Analytical Chemistry Department, Faculty of Pharmacy - Cairo University, Kasr Al-Aini Post, ET, 11562, Cairo, Egypt.
Anal Chim Acta. 2022 Apr 1;1200:339599. doi: 10.1016/j.aca.2022.339599. Epub 2022 Feb 11.
Solid contact ion-selective electrodes (ISEs) have witnessed versatile applications in pharmaceutical and biological analysis however they suffer from some limitations. Besides formation of water layer, the doped ion exchanger in sensing membrane fails to distinguish between two ionic species having relatively similar lipophilicity and carrying same charges. Those shortcomings practically hampered the simultaneous determination of alfuzosin and solifenacin in their combined pharmaceutical combination. Hence, this paper was directed to develop two carbon paste electrodes allowing their simultaneous determination based on molecular imprinted polymers (MIPs).
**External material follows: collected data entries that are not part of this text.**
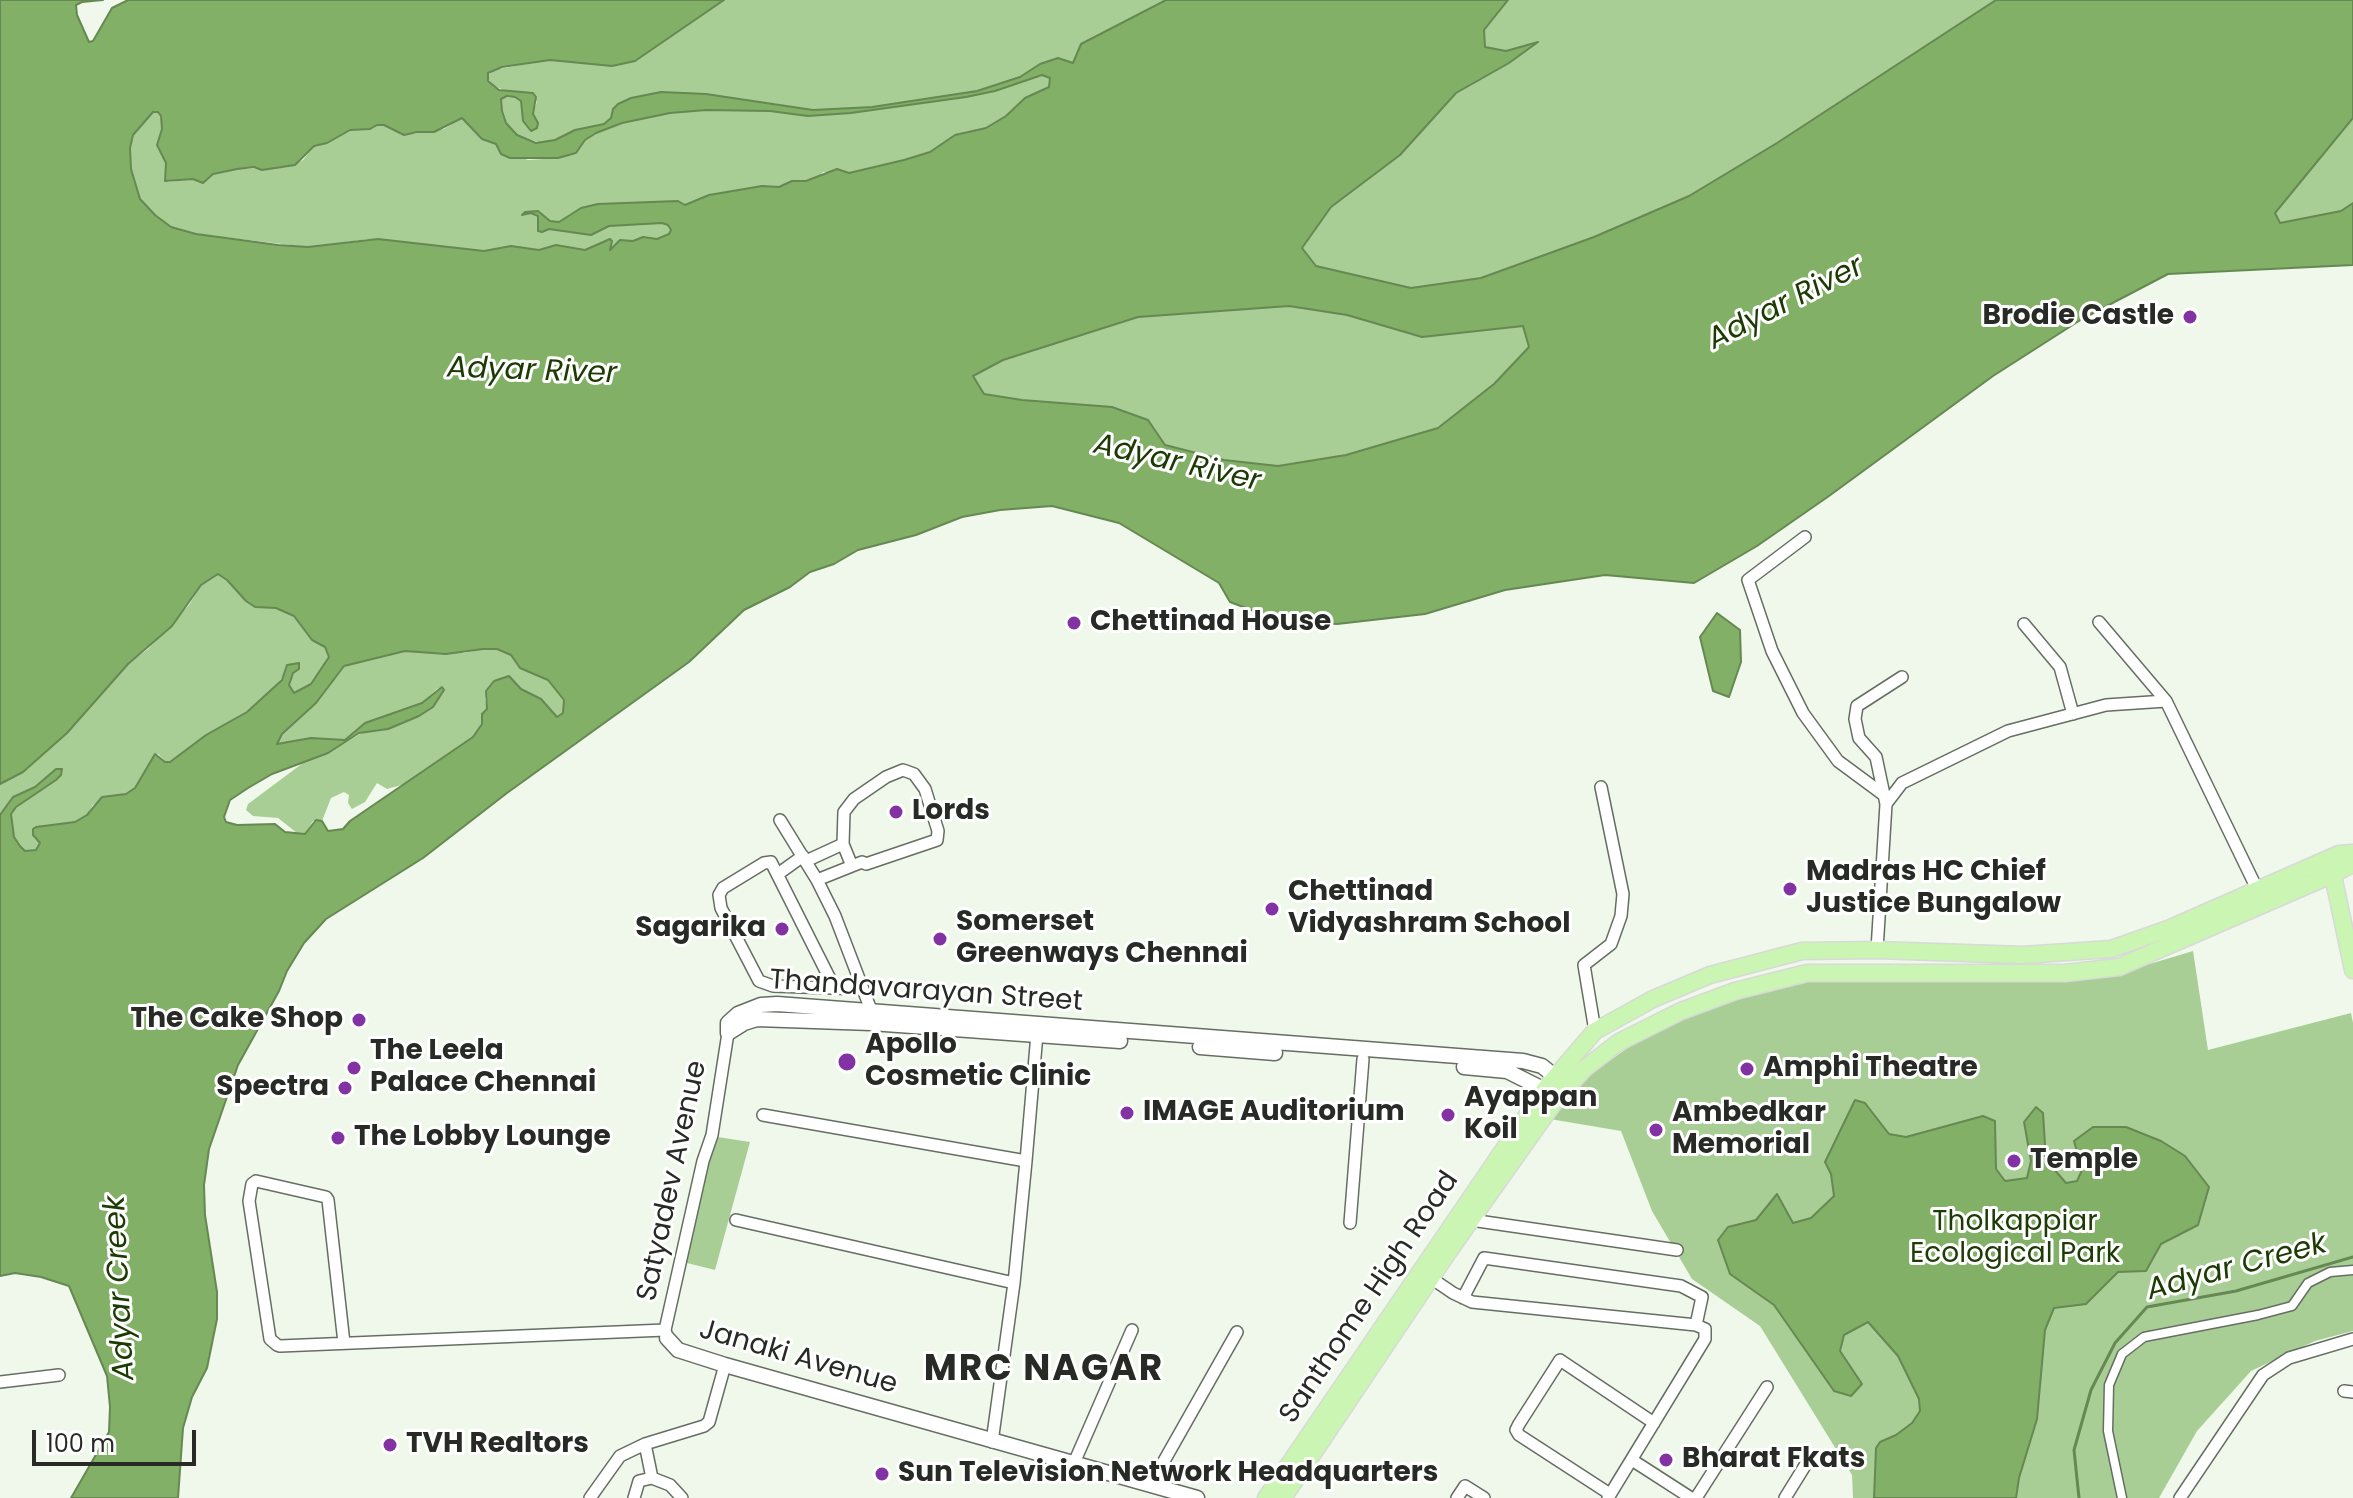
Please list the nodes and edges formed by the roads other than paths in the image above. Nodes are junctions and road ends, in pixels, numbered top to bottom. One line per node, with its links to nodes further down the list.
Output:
1 (1805, 537): 8 (street)
2 (2099, 622): 5 (street)
3 (2024, 624): 6 (street)
4 (1902, 677): 8 (street)
5 (2166, 701): 6 (street); 18 (street)
6 (2073, 714): 8 (street)
7 (1601, 787): 27 (street)
8 (1885, 800): 19 (street)
9 (780, 820): 12 (street)
10 (843, 844): 12 (street); 14 (street); 14 (street)
11 (2353, 853): 15 (main road)
12 (804, 858): 16 (street); 17 (street)
13 (2353, 861): 15 (main road)
14 (852, 866): 17 (street)
15 (2331, 866): 18 (main road); 20 (main road); 31 (main road)
16 (778, 874): 21 (street); 22 (street)
17 (817, 880): 23 (street)
18 (2258, 891): 19 (main road)
19 (1877, 950): 27 (main road)
20 (2353, 970)
21 (759, 981): 22 (street); 24 (street)
22 (834, 987): 23 (street)
23 (863, 989): 25 (street)
24 (761, 1005): 25 (street, Thandavarayan Street); 28 (street, Thandavarayan Street)
25 (871, 1016): 26 (street, Thandavarayan Street); 28 (street, Thandavarayan Street)
26 (1034, 1029): 29 (street, Thandavarayan Street); 33 (street)
27 (1595, 1031): 31 (main road)
28 (728, 1033): 45 (street, Satyadev Avenue)
29 (1233, 1044): 30 (street, Thandavarayan Street); 31 (street, Thandavarayan Street)
30 (1363, 1059): 31 (street, Thandavarayan Street); 36 (street)
31 (1556, 1087): 35 (main road, Santhome High Road); 61 (main road, Santhome High Road)
32 (763, 1115): 33 (street)
33 (1026, 1161): 40 (street)
34 (736, 1220): 40 (street)
35 (1471, 1220): 37 (street); 39 (main road, Santhome High Road)
36 (1350, 1223)
37 (1677, 1250)
38 (2353, 1270): 70 (street)
39 (1431, 1278): 41 (street); 61 (main road, Santhome High Road)
40 (1014, 1283): 53 (street)
41 (1463, 1298): 42 (street); 42 (street)
42 (1696, 1325): 52 (street)
43 (1132, 1330): 56 (street)
44 (1237, 1332): 59 (street)
45 (666, 1334): 47 (street); 48 (street, Janaki Avenue)
46 (2353, 1339): 71 (street)
47 (344, 1343): 47 (street)
48 (725, 1365): 53 (street, Janaki Avenue); 54 (street)
49 (59, 1375): 50 (street)
50 (0, 1382)
51 (1767, 1387): 68 (street)
52 (1654, 1423): 55 (street); 60 (street)
53 (992, 1442): 56 (street, Janaki Avenue)
54 (645, 1444): 58 (street); 62 (street)
55 (1632, 1460): 60 (street); 68 (street)
56 (1074, 1463): 59 (street, Janaki Avenue)
57 (1806, 1464): 69 (street)
58 (652, 1478): 63 (street); 64 (street)
59 (1151, 1484): 65 (street, Janaki Avenue)
60 (1609, 1496)
61 (1274, 1497)
62 (590, 1498)
63 (634, 1498)
64 (682, 1498)
65 (1197, 1498)
66 (1457, 1498): 67 (street)
67 (1484, 1498)
68 (1694, 1498)
69 (1785, 1498)
70 (2122, 1498)
71 (2180, 1498)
Efforts were firstly directed to stabilize the potential signals through synthesis of polyaniline (PANI) nanoparticles with 26 nm particle size as confirmed by means of UV-spectrophotometry, Zeta-sizer and transmission electron microscope. This was followed by its doping at electrode/ion selective membrane interface leading to diminished potential drift, better Nernstian slopes and lower limit of detections. Secondly, MIPs for each drug were prepared by precipitation polymerization technique and fully characterized by Fourier-transform infrared spectroscopy, field-emission scanning electron microscope, differential scanning calorimetry, surface area analysis and rebinding studies. The prepared MIPs were then incorporated in membrane cocktail and doped over PANI layer. The graved cavities inside MIPs act as synthetic host-tailored receptors that could recognize and bind specifically to each drug. The obtained Nernstian slopes were 57.16 mV/decade for alfuzosin MIP-based sensor and 58.17 mV/decade for solifenacin MIP-based one with respective LOD values of 7.9 × 10 M and 8.9 × 10 M. Moreover, no interference was ostensibly detected from dosage form excipients, plasma constituents or degradation products/official impurities allowing quantification of alfuzosin and solifenacin in their combined capsule, spiked human plasma and in presence of their degradation products.
固体接触离子选择性电极(ISE)在药物和生物分析中得到了广泛的应用,但它们也存在一些局限性。除了形成水层外,传感膜中的掺杂离子交换剂无法区分两种具有相似亲脂性且带相同电荷的离子。这些缺点实际上阻碍了它们在联合药物制剂中的同时测定。因此,本文旨在开发两种允许基于分子印迹聚合物(MIP)同时测定的碳糊电极。首先,通过使用紫外分光光度法、Zeta 粒度仪和透射电子显微镜,将聚(苯胺)纳米粒子的粒径稳定在 26nm,从而稳定了电位信号。然后将其掺杂到电极/离子选择膜界面,从而减少了电位漂移、更好的能斯特斜率和更低的检测限。其次,通过沉淀聚合技术制备了每种药物的 MIP,并通过傅里叶变换红外光谱、场发射扫描电子显微镜、差示扫描量热法、表面积分析和再结合研究对其进行了充分表征。然后将制备的 MIP 掺入膜混合物中并掺杂在 PANI 层上。MIP 内部的刻蚀空腔充当了合成的主体定制受体,可以特异性地识别和结合每种药物。基于 alfuzosin MIP 的传感器获得的能斯特斜率为 57.16 mV/decade,基于 solifenacin MIP 的传感器获得的能斯特斜率为 58.17 mV/decade,相应的检测限分别为 7.9×10 -7 M 和 8.9×10 -7 M。此外,从剂型赋形剂、血浆成分或降解产物/官方杂质中没有明显检测到干扰,从而允许在联合胶囊、加标人血浆中以及在其降解产物存在下定量测定 alfuzosin 和 solifenacin。